A few years back, the latest feather in the cap of the Mittler Brothers was acquiring a young Justin Allgaier. “We had a few learning curves with Justin.” said Mittler. “We had a few good runs with him and a few that weren’t so good also. We kind of helped shape Justin early on and got him out of the mind-set of the race being won in the first five laps. He was used to running those midget dirt races and it took him time to understand that these are long races, and to finish first, first you must finish. I think once he understood that, it went pretty well.” Upon reflection, it’s still mind-blowing for the Mittlers to think about all the careers they jump-started. “Probably never in a million years did I ever believe I would be a part of that.” said Mittler. “Now I always thought they were good drivers, or I never would have been associated with them. But never in a million years would I sit here and think that my team played a part in launching all those guys.”
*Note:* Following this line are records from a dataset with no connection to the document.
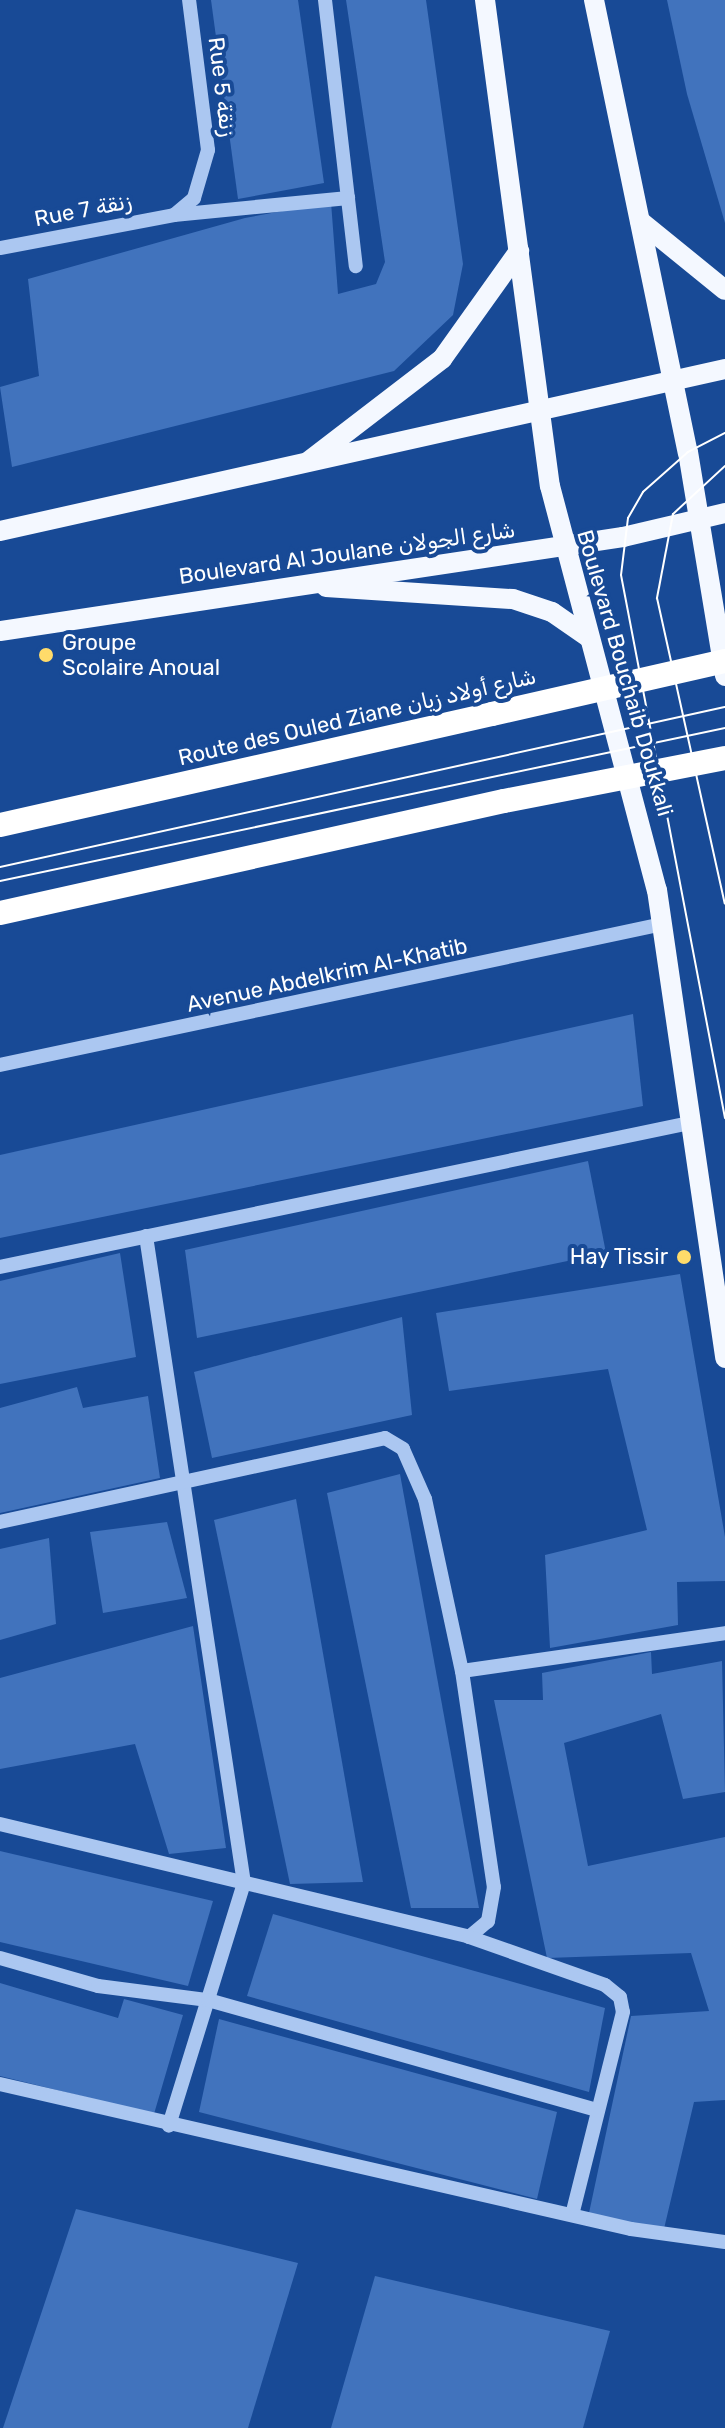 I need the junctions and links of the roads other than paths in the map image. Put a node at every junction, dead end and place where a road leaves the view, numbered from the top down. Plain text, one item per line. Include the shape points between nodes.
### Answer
1 (189, 0) edge
2 (325, 0) edge
3 (485, 0) edge
4 (594, 0) edge
5 (348, 198) junction
6 (174, 215) junction
7 (640, 221) junction
8 (0, 248) edge
9 (519, 251) junction
10 (356, 266) dead end
11 (725, 290) edge
12 (725, 369) edge
13 (673, 384) junction
14 (538, 415) junction
15 (296, 470) junction
16 (725, 513) edge
17 (701, 520) junction
18 (0, 531) edge
19 (563, 546) junction
20 (283, 585) junction
21 (0, 631) edge
22 (588, 637) junction
23 (725, 661) edge
24 (725, 676) edge
25 (725, 758) edge
26 (0, 825) edge
27 (0, 913) edge
28 (663, 924) junction
29 (0, 1065) edge
30 (690, 1123) junction
31 (146, 1236) junction
32 (0, 1267) edge
33 (725, 1358) edge
34 (180, 1485) junction
35 (0, 1522) edge
36 (725, 1633) edge
37 (462, 1671) junction
38 (0, 1824) edge
39 (244, 1883) junction
40 (469, 1937) junction
41 (0, 1958) edge
42 (208, 2000) junction
43 (0, 2084) edge
44 (598, 2110) junction
45 (169, 2126) junction
46 (572, 2215) junction
47 (725, 2242) edge

1 - 6 street, Rue 5 زنقة via 208,150 194,198
2 - 5 street
3 - 9 main road, Boulevard Bouchaib Doukkali
4 - 7 main road
5 - 6 street, Rue 7 زنقة
5 - 10 street
6 - 8 street, Rue 7 زنقة
7 - 11 main road
7 - 13 main road
9 - 14 main road, Boulevard Bouchaib Doukkali
9 - 15 main road via 490,301 442,359
12 - 13 main road
13 - 14 main road
13 - 17 main road
14 - 15 main road
14 - 19 main road, Boulevard Bouchaib Doukkali
15 - 18 main road
16 - 17 main road, Boulevard Al Joulane شارع الجولان
17 - 19 main road, Boulevard Al Joulane شارع الجولان
17 - 24 main road
19 - 20 main road, Boulevard Al Joulane شارع الجولان
19 - 22 main road, Boulevard Bouchaib Doukkali
20 - 21 main road, Boulevard Al Joulane شارع الجولان
20 - 22 main road via 513,599 552,612
22 - 28 main road, Boulevard Bouchaib Doukkali via 645,833
23 - 26 highway, Route des Ouled Ziane شارع أولاد زيان, bridge
25 - 27 highway, bridge via 504,801
28 - 29 street, Avenue Abdelkrim Al-Khatib
28 - 30 main road, Boulevard Bouchaib Doukkali
30 - 31 street
30 - 33 main road, Boulevard Bouchaib Doukkali
31 - 32 street
31 - 34 street
34 - 35 street
34 - 37 street via 385,1438 403,1449 425,1499
34 - 39 street
36 - 37 street
37 - 40 street via 494,1887 488,1921
38 - 39 street
39 - 40 street
39 - 42 street
40 - 44 street via 620,1997
41 - 42 street via 98,1986
42 - 44 street
42 - 45 street
43 - 45 street
44 - 46 street
45 - 46 street
46 - 47 street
Over recent years, the Mittlers have scaled back to a part-time schedule. “We would love to run the full schedule, but right now, it’s all about the funding.” stated Mittler. “A lot of times in business, the more volume you have, the lower the business costs. In racing, that’s the opposite. It’s the more volume, the higher the costs. You need more inventory, more parts, more equipment and that’s what drives the budget higher. I said to myself, when I first got into racing ‘I will not bankrupt myself or my business to do it’. And I’ve come damned close a few times, but I refuse to (bankrupt myself). I’ve seen a lot of owners come and go, I’m not saying they bankrupted themselves, but they exercised prudence and said ‘Hey, I’m not going to keep doing this’ We do what makes sense for our business and our personal lives and if we can ramp our team up, we’d love to race full-time.”
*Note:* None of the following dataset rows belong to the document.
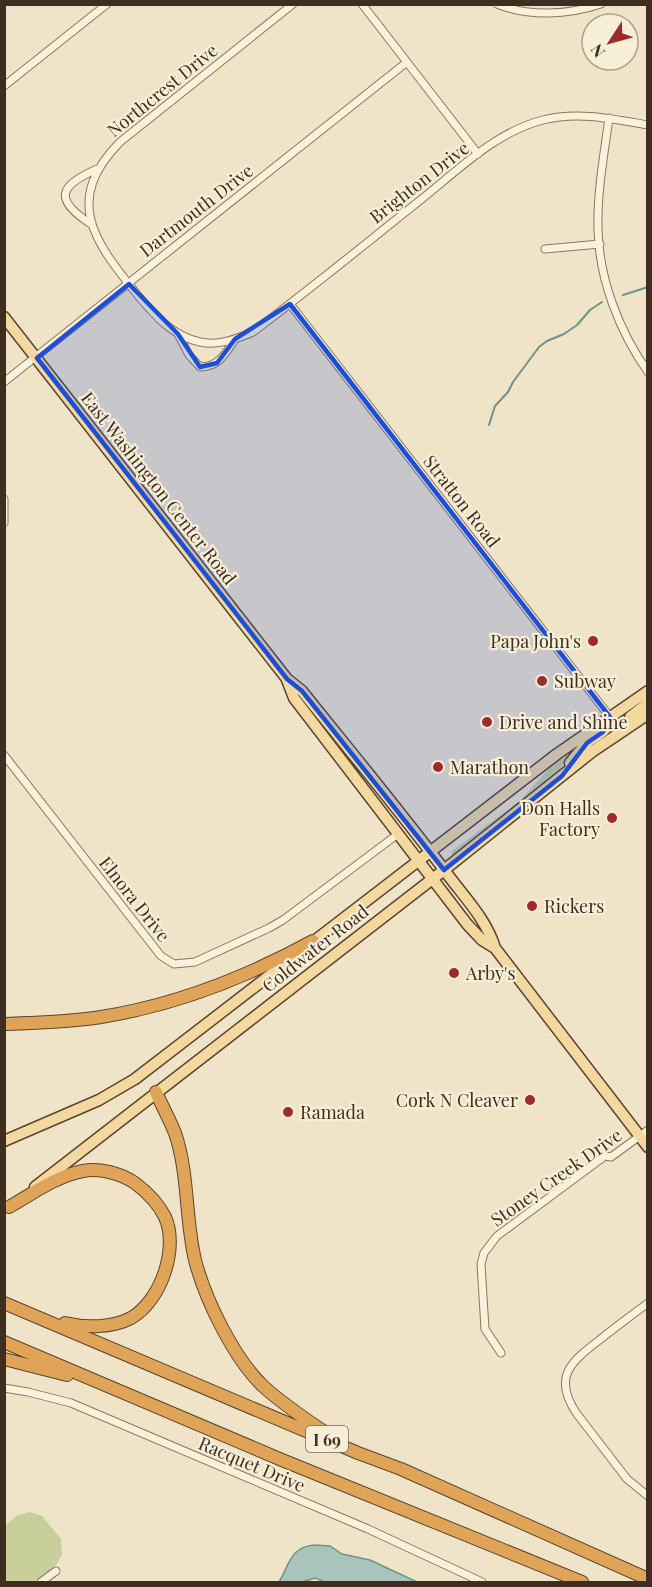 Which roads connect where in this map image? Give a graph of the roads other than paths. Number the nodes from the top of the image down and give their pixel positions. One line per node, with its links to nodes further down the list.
1 (107, 4): 8 (street)
2 (293, 4): 12 (street, Northcrest Drive)
3 (362, 4): 7 (street)
4 (497, 4): 6 (street)
5 (601, 4): 6 (street)
6 (588, 6)
7 (407, 62): 11 (street); 16 (street, Dartmouth Drive)
8 (4, 86)
9 (609, 118): 10 (street, Brighton Drive); 11 (street, Brighton Drive); 14 (street)
10 (648, 124)
11 (478, 154): 17 (street, Brighton Drive)
12 (97, 169): 13 (street, Northcrest Drive); 13 (street)
13 (91, 224): 16 (street, Northcrest Drive)
14 (600, 244): 15 (street); 22 (street)
15 (545, 249)
16 (129, 284): 19 (street, Brighton Drive); 21 (street, Dartmouth Drive)
17 (290, 304): 20 (street, Brighton Drive); 30 (street, Stratton Road)
18 (4, 317): 21 (main road, East Washington Center Road)
19 (178, 334): 20 (street, Brighton Drive); 20 (street, Brighton Drive)
20 (235, 339)
21 (37, 358): 23 (street, Dartmouth Drive); 26 (main road, East Washington Center Road)
22 (648, 372)
23 (4, 382)
24 (4, 499): 25 (street)
25 (5, 522)
26 (287, 679): 34 (main road, East Washington Center Road); 35 (main road, East Washington Center Road)
27 (648, 691): 30 (main road, Coldwater Road)
28 (648, 703): 31 (main road)
29 (648, 714): 31 (main road, Coldwater Road)
30 (610, 717): 33 (main road); 35 (main road, Coldwater Road)
31 (621, 732): 33 (main road, Coldwater Road)
32 (4, 754): 34 (street, Elnora Drive)
33 (562, 776): 37 (main road, Coldwater Road)
34 (398, 834): 36 (main road, East Washington Center Road)
35 (430, 851): 36 (main road, Coldwater Road); 37 (main road, East Washington Center Road)
36 (418, 860): 38 (main road, East Washington Center Road); 39 (main road, Coldwater Road)
37 (444, 870): 38 (main road, Coldwater Road); 40 (main road, East Washington Center Road)
38 (432, 879): 40 (main road, East Washington Center Road); 42 (main road, Coldwater Road)
39 (313, 941): 41 (highway); 44 (main road, Coldwater Road)
40 (495, 948): 43 (main road, East Washington Center Road)
41 (4, 1024)
42 (156, 1092): 46 (main road, Coldwater Road); 55 (highway)
43 (643, 1133): 45 (main road, East Washington Center Road); 51 (street, Stoney Creek Drive)
44 (4, 1141)
45 (648, 1147)
46 (7, 1209): 49 (highway)
47 (4, 1303): 49 (highway, I 69)
48 (648, 1303): 56 (street)
49 (35, 1316): 55 (highway, I 69)
50 (4, 1342): 53 (highway, I 69)
51 (501, 1353)
52 (4, 1359): 53 (highway)
53 (105, 1384): 61 (highway, I 69)
54 (4, 1388): 60 (street, Racquet Drive)
55 (358, 1453): 58 (highway, I 69)
56 (648, 1496)
57 (56, 1571): 59 (street)
58 (648, 1579)
59 (40, 1582)
60 (482, 1582)
61 (582, 1582)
Mittler also talked about the secret to his team’s success. “Persistence. Lots and lots of persistence.” Mittler said. “The secret to longevity is enjoyment, my enjoyment, and everyone else’s enjoyment. Just when you think it might be over, a little more money comes in to provide a boost to our team. Nick (Hoffman) is a bright young guy, we’re pumped up and excited about him. He’s got a lot of talent and if we could just track some sponsorship with him, it would go a long way with Nick. I’ve also had great personnel over the years, especially guys like Bill Politsch and so many others helping us out.”

Over the years, Mittler has been one of the few truck owners to stay loyal to Ford, but the going’s been tough. “It’s tough, it’s tough.” acknowledged Mittler “The only reason we’re still with Ford is we still have a lot of their inventory, so we’re still using that. But fortunately, we’re well-connected to a lot of other teams thanks to our longevity in the sport, and we share resources with a lot of teams even though they’re different brands, it helps us get things done.” Whenever the day comes when the Mittlers have to give up racing, they feel like they’ve already carved their legacy. “I’ve established myself as a guy who loves to race with humility, and we always try to put our best foot forward for the sport, and drivers and left it in a better position than we found it.”